BEGIN
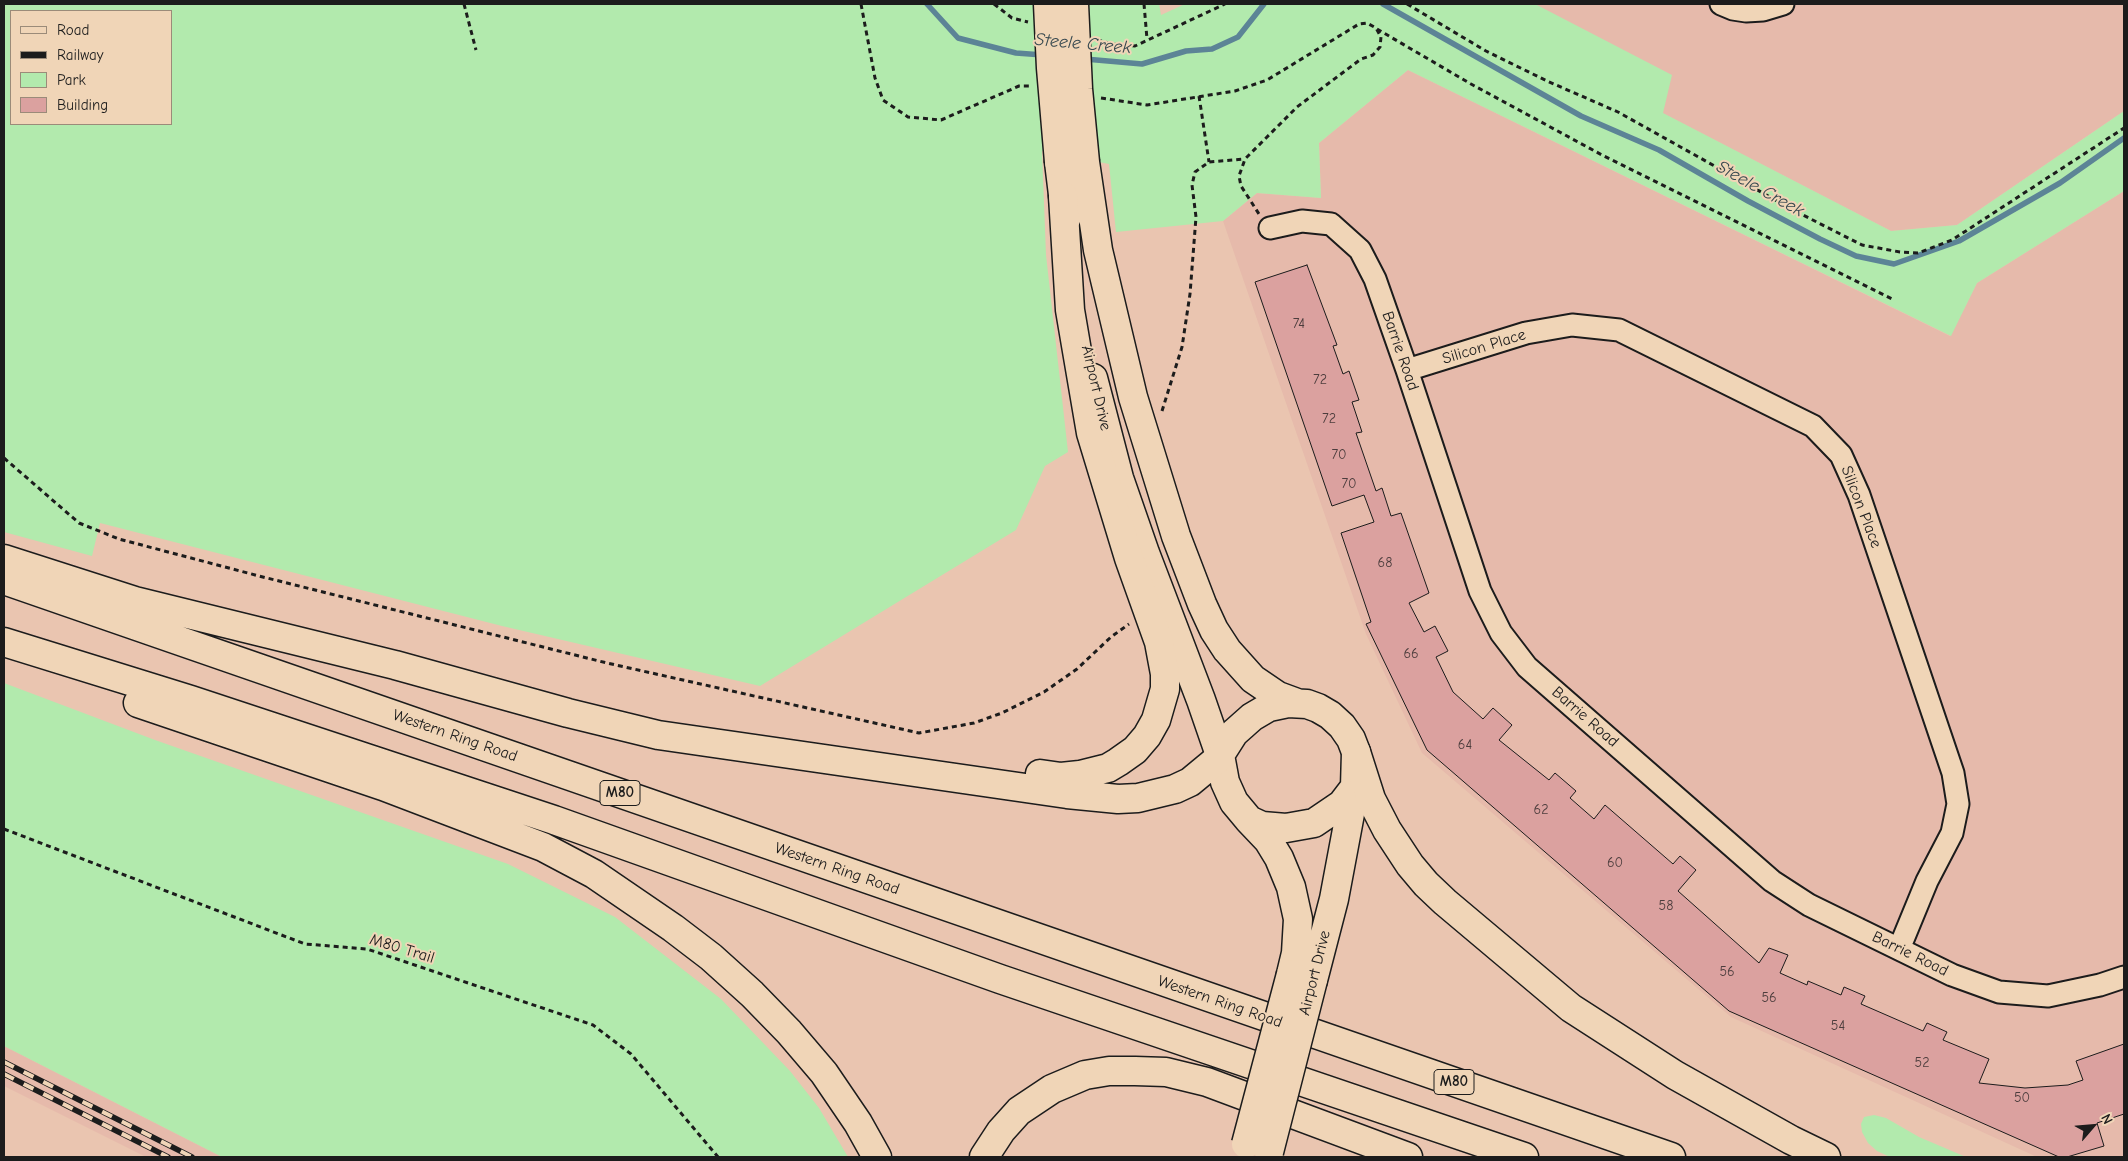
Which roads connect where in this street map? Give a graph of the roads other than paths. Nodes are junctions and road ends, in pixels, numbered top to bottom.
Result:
1 (1074, 4) edge
2 (1721, 4) edge
3 (1782, 4) edge
4 (1039, 13) edge
5 (1072, 162) junction
6 (1063, 196) junction
7 (1270, 228) road end
8 (1407, 370) junction
9 (4, 559) edge
10 (4, 580) edge
11 (4, 642) edge
12 (4, 652) edge
13 (1297, 703) junction
14 (1356, 752) junction
15 (1219, 756) junction
16 (849, 761) junction
17 (1355, 787) junction
18 (1249, 820) junction
19 (1898, 949) junction
20 (1302, 977) junction
21 (2124, 977) edge
22 (1256, 1153) edge
23 (877, 1157) edge
24 (984, 1157) edge
25 (1408, 1157) edge
26 (1524, 1157) edge
27 (1671, 1157) edge
28 (1826, 1157) edge

1 - 5 main road, Airport Drive, bridge
2 - 3 street
4 - 5 main road, Airport Drive, bridge
5 - 6 main road, Airport Drive
5 - 13 main road, Airport Drive
6 - 15 main road, Airport Drive
6 - 16 main road
7 - 8 street, Barrie Road
8 - 19 street, Barrie Road
8 - 19 street, Silicon Place
9 - 16 main road
10 - 27 main road, Western Ring Road / M80
11 - 26 main road
12 - 23 main road
13 - 14 main road
13 - 15 main road
14 - 17 main road
14 - 28 main road
15 - 16 main road
15 - 18 main road
17 - 18 main road
17 - 20 main road, Airport Drive
18 - 20 main road, Airport Drive
19 - 21 street, Barrie Road
20 - 22 main road, Airport Drive, bridge
24 - 25 main road

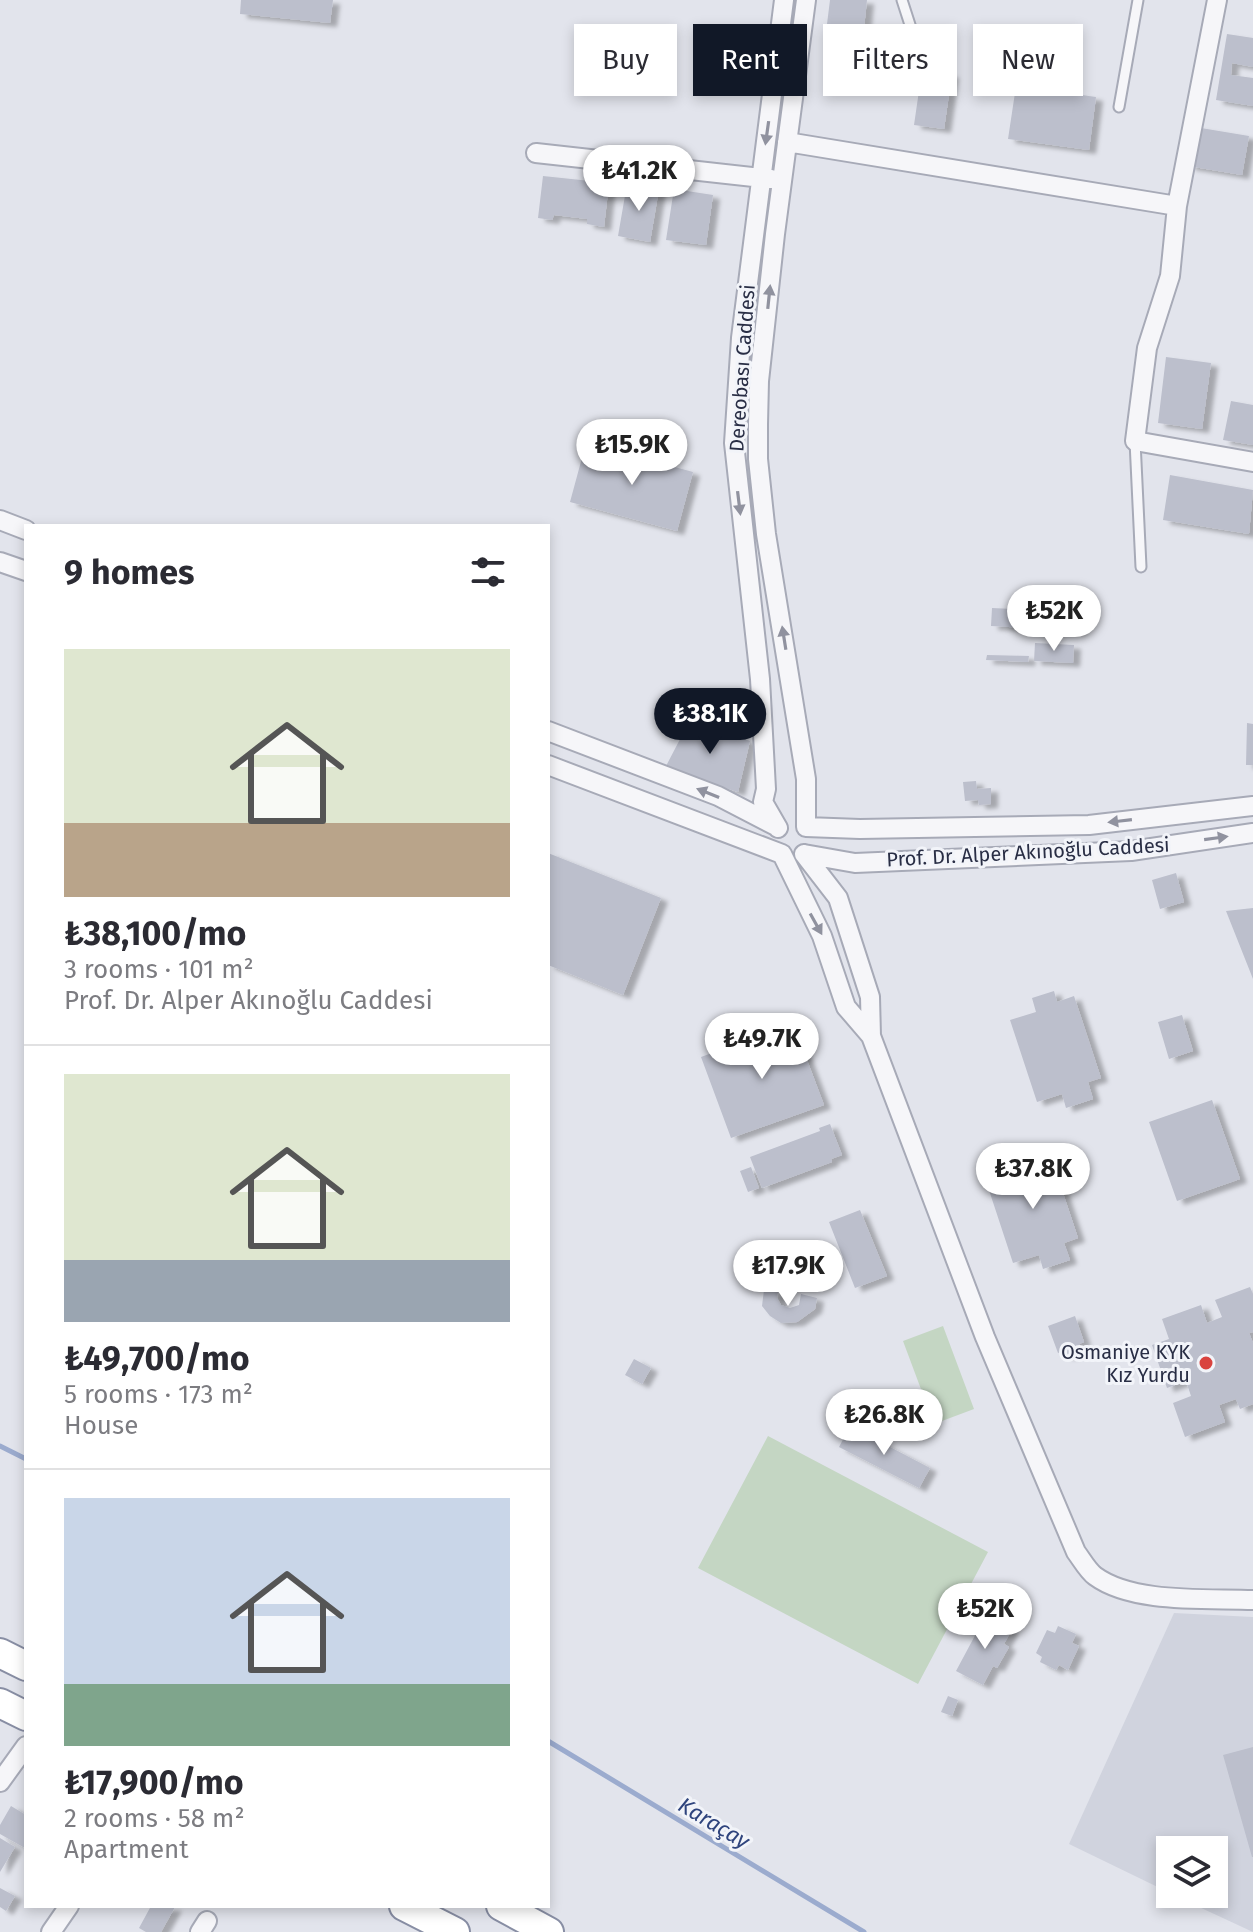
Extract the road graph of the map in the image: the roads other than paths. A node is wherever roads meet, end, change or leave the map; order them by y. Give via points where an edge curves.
1 (784, 0) edge
2 (806, 0) edge
3 (902, 0) edge
4 (1138, 0) edge
5 (1217, 0) edge
6 (910, 24) edge
7 (1119, 107) dead end
8 (787, 142) junction
9 (536, 153) dead end
10 (761, 178) junction
11 (782, 181) junction
12 (1177, 206) junction
13 (1135, 441) junction
14 (1253, 462) edge
15 (0, 520) edge
16 (24, 529) edge
17 (0, 562) edge
18 (1141, 567) dead end
19 (24, 570) edge
20 (550, 732) edge
21 (550, 766) edge
22 (763, 802) junction
23 (1253, 806) edge
24 (739, 807) junction
25 (806, 818) junction
26 (778, 828) junction
27 (1253, 833) edge
28 (782, 854) junction
29 (804, 854) junction
30 (855, 863) junction
31 (833, 892) junction
32 (871, 1036) junction
33 (1253, 1600) edge
34 (0, 1653) edge
35 (24, 1665) edge
36 (0, 1703) edge
37 (24, 1715) edge
38 (24, 1749) edge
39 (0, 1782) edge
40 (68, 1908) edge
41 (408, 1908) edge
42 (505, 1908) edge
43 (51, 1932) edge
44 (455, 1932) edge
45 (549, 1932) edge

1 -> 10 street, Dereobası Caddesi
2 - 8 street, Dereobası Caddesi
3 - 6 lane
4 - 7 lane
5 - 12 street
8 - 11 street, Dereobası Caddesi
8 - 12 street
9 - 10 street
10 - 11 street
10 -> 22 street, Dereobası Caddesi via 734,443 760,679
25 -> 11 street, Dereobası Caddesi via 806,779 758,459 759,381
12 - 13 street via 1170,276 1147,348
13 - 14 street
13 - 18 lane
15 - 16 street
17 - 19 street
24 -> 20 street
21 - 28 street
22 - 24 street
22 - 26 street
23 -> 25 street, Prof. Dr. Alper Akınoğlu Caddesi via 1089,825 832,828
24 - 26 street
25 - 26 street, Prof. Dr. Alper Akınoğlu Caddesi
25 - 29 street, Dereobası Caddesi via 811,837
26 - 28 street via 775,844
30 -> 27 street, Prof. Dr. Alper Akınoğlu Caddesi via 1131,851
28 - 29 street, Prof. Dr. Alper Akınoğlu Caddesi
28 -> 32 street via 822,936 846,1007
29 - 30 street, Prof. Dr. Alper Akınoğlu Caddesi
29 - 31 street
30 - 31 street
31 - 32 street via 870,997
32 - 33 street via 985,1337 1076,1552 1093,1575 1123,1591
34 - 35 highway
36 - 37 highway
38 - 39 street
40 - 43 street
41 - 44 highway
42 - 45 highway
END
▶ HOW TO COMPLETE THIS TASK: Reprint every record exactly and skip the pictures.

▶ REPLY TO THE TASK:
Which roads connect where in this street map? Give a graph of the roads other than paths. Nodes are junctions and road ends, in pixels, numbered top to bottom.
Result:
1 (1074, 4) edge
2 (1721, 4) edge
3 (1782, 4) edge
4 (1039, 13) edge
5 (1072, 162) junction
6 (1063, 196) junction
7 (1270, 228) road end
8 (1407, 370) junction
9 (4, 559) edge
10 (4, 580) edge
11 (4, 642) edge
12 (4, 652) edge
13 (1297, 703) junction
14 (1356, 752) junction
15 (1219, 756) junction
16 (849, 761) junction
17 (1355, 787) junction
18 (1249, 820) junction
19 (1898, 949) junction
20 (1302, 977) junction
21 (2124, 977) edge
22 (1256, 1153) edge
23 (877, 1157) edge
24 (984, 1157) edge
25 (1408, 1157) edge
26 (1524, 1157) edge
27 (1671, 1157) edge
28 (1826, 1157) edge

1 - 5 main road, Airport Drive, bridge
2 - 3 street
4 - 5 main road, Airport Drive, bridge
5 - 6 main road, Airport Drive
5 - 13 main road, Airport Drive
6 - 15 main road, Airport Drive
6 - 16 main road
7 - 8 street, Barrie Road
8 - 19 street, Barrie Road
8 - 19 street, Silicon Place
9 - 16 main road
10 - 27 main road, Western Ring Road / M80
11 - 26 main road
12 - 23 main road
13 - 14 main road
13 - 15 main road
14 - 17 main road
14 - 28 main road
15 - 16 main road
15 - 18 main road
17 - 18 main road
17 - 20 main road, Airport Drive
18 - 20 main road, Airport Drive
19 - 21 street, Barrie Road
20 - 22 main road, Airport Drive, bridge
24 - 25 main road

Extract the road graph of the map in the image: the roads other than paths. A node is wherever roads meet, end, change or leave the map; order them by y. Give via points where an edge curves.
1 (784, 0) edge
2 (806, 0) edge
3 (902, 0) edge
4 (1138, 0) edge
5 (1217, 0) edge
6 (910, 24) edge
7 (1119, 107) dead end
8 (787, 142) junction
9 (536, 153) dead end
10 (761, 178) junction
11 (782, 181) junction
12 (1177, 206) junction
13 (1135, 441) junction
14 (1253, 462) edge
15 (0, 520) edge
16 (24, 529) edge
17 (0, 562) edge
18 (1141, 567) dead end
19 (24, 570) edge
20 (550, 732) edge
21 (550, 766) edge
22 (763, 802) junction
23 (1253, 806) edge
24 (739, 807) junction
25 (806, 818) junction
26 (778, 828) junction
27 (1253, 833) edge
28 (782, 854) junction
29 (804, 854) junction
30 (855, 863) junction
31 (833, 892) junction
32 (871, 1036) junction
33 (1253, 1600) edge
34 (0, 1653) edge
35 (24, 1665) edge
36 (0, 1703) edge
37 (24, 1715) edge
38 (24, 1749) edge
39 (0, 1782) edge
40 (68, 1908) edge
41 (408, 1908) edge
42 (505, 1908) edge
43 (51, 1932) edge
44 (455, 1932) edge
45 (549, 1932) edge

1 -> 10 street, Dereobası Caddesi
2 - 8 street, Dereobası Caddesi
3 - 6 lane
4 - 7 lane
5 - 12 street
8 - 11 street, Dereobası Caddesi
8 - 12 street
9 - 10 street
10 - 11 street
10 -> 22 street, Dereobası Caddesi via 734,443 760,679
25 -> 11 street, Dereobası Caddesi via 806,779 758,459 759,381
12 - 13 street via 1170,276 1147,348
13 - 14 street
13 - 18 lane
15 - 16 street
17 - 19 street
24 -> 20 street
21 - 28 street
22 - 24 street
22 - 26 street
23 -> 25 street, Prof. Dr. Alper Akınoğlu Caddesi via 1089,825 832,828
24 - 26 street
25 - 26 street, Prof. Dr. Alper Akınoğlu Caddesi
25 - 29 street, Dereobası Caddesi via 811,837
26 - 28 street via 775,844
30 -> 27 street, Prof. Dr. Alper Akınoğlu Caddesi via 1131,851
28 - 29 street, Prof. Dr. Alper Akınoğlu Caddesi
28 -> 32 street via 822,936 846,1007
29 - 30 street, Prof. Dr. Alper Akınoğlu Caddesi
29 - 31 street
30 - 31 street
31 - 32 street via 870,997
32 - 33 street via 985,1337 1076,1552 1093,1575 1123,1591
34 - 35 highway
36 - 37 highway
38 - 39 street
40 - 43 street
41 - 44 highway
42 - 45 highway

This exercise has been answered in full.